Show all lines from the data that include the word "paths".

» **Supplied entries**:
====

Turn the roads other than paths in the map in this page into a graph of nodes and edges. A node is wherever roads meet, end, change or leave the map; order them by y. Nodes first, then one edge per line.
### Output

====

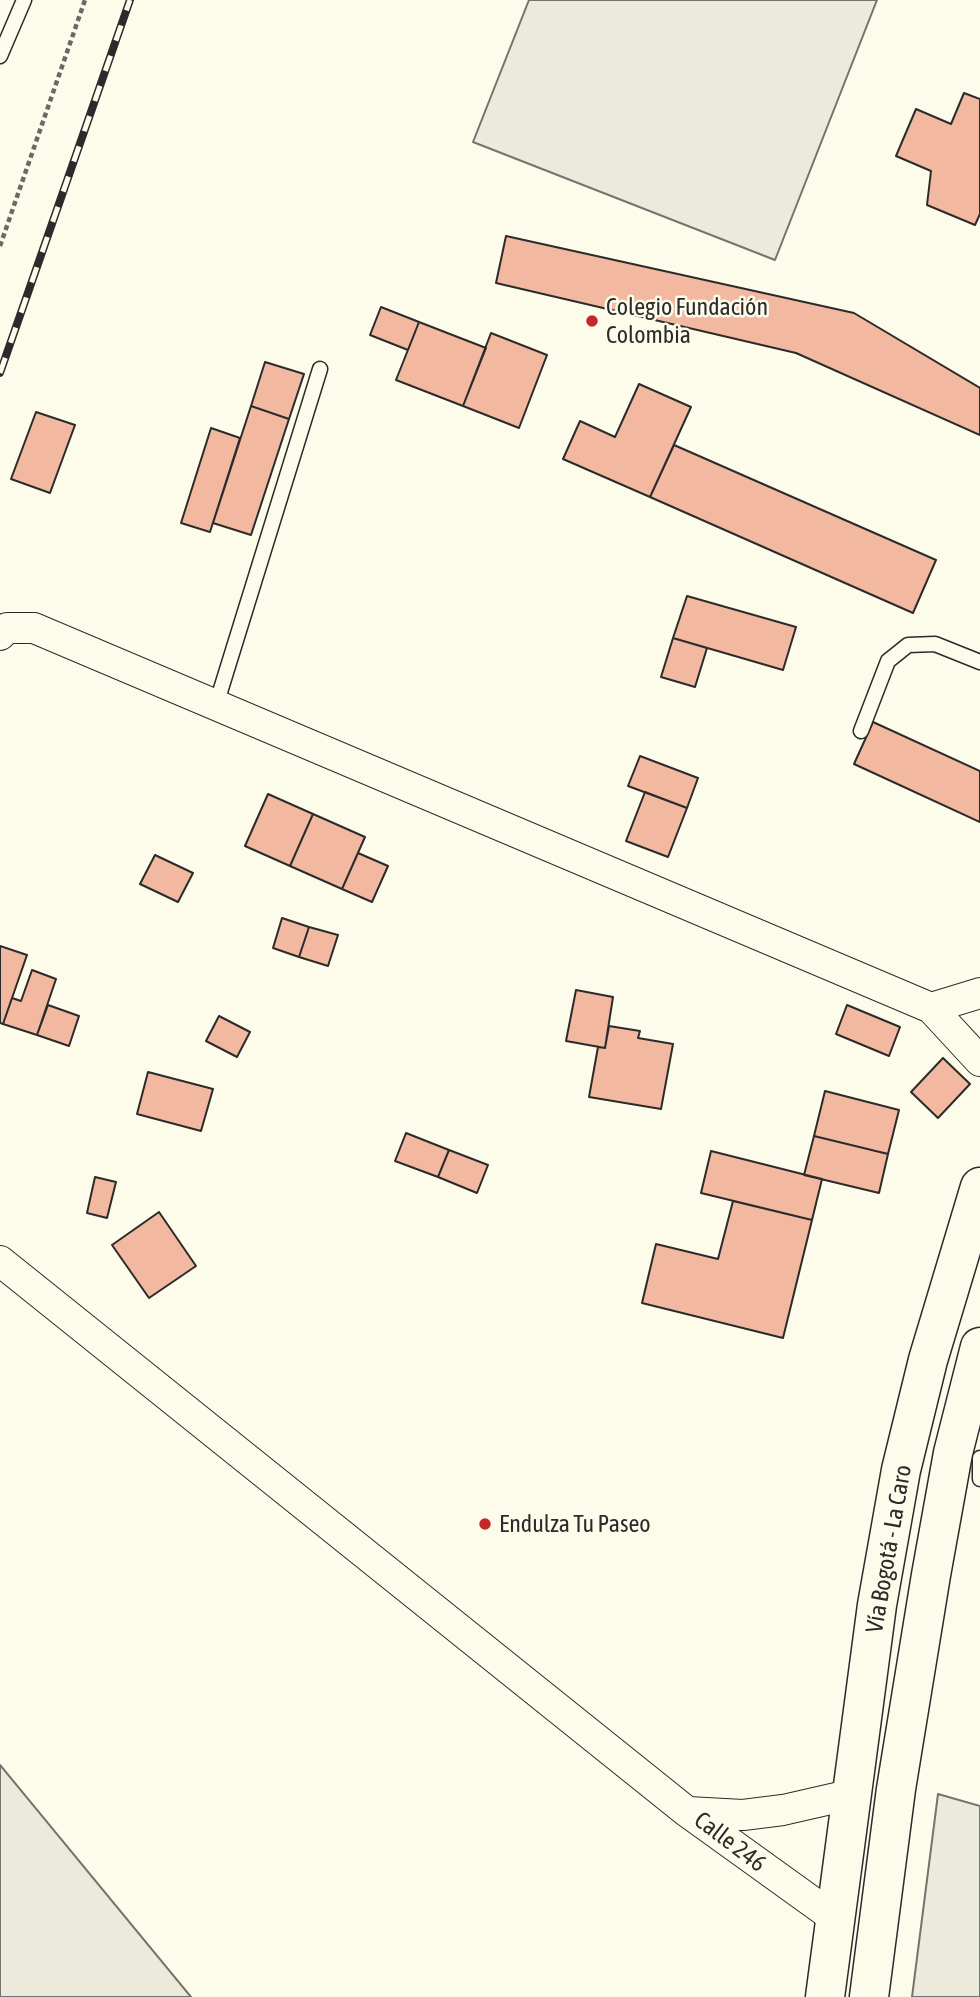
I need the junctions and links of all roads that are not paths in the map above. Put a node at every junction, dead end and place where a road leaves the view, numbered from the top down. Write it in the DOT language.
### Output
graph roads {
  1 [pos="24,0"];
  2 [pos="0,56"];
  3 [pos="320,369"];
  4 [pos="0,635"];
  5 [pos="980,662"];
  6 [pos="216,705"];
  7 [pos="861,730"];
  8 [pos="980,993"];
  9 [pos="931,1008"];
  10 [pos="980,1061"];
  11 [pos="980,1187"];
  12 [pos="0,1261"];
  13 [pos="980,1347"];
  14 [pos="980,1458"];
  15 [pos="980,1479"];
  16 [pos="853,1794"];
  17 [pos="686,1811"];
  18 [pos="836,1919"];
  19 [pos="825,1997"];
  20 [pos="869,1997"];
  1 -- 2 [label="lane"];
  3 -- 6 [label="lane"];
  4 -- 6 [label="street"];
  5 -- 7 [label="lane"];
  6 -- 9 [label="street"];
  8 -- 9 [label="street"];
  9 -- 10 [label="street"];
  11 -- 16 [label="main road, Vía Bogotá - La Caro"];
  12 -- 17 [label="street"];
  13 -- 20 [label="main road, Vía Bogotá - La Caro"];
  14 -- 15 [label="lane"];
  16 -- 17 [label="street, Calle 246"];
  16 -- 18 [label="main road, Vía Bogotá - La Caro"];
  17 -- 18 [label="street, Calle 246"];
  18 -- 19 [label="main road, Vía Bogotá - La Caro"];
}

====

» **Response to this exercise**:
Turn the roads other than paths in the map in this page into a graph of nodes and edges. A node is wherever roads meet, end, change or leave the map; order them by y. Nodes first, then one edge per line.
I need the junctions and links of all roads that are not paths in the map above. Put a node at every junction, dead end and place where a road leaves the view, numbered from the top down. Write it in the DOT language.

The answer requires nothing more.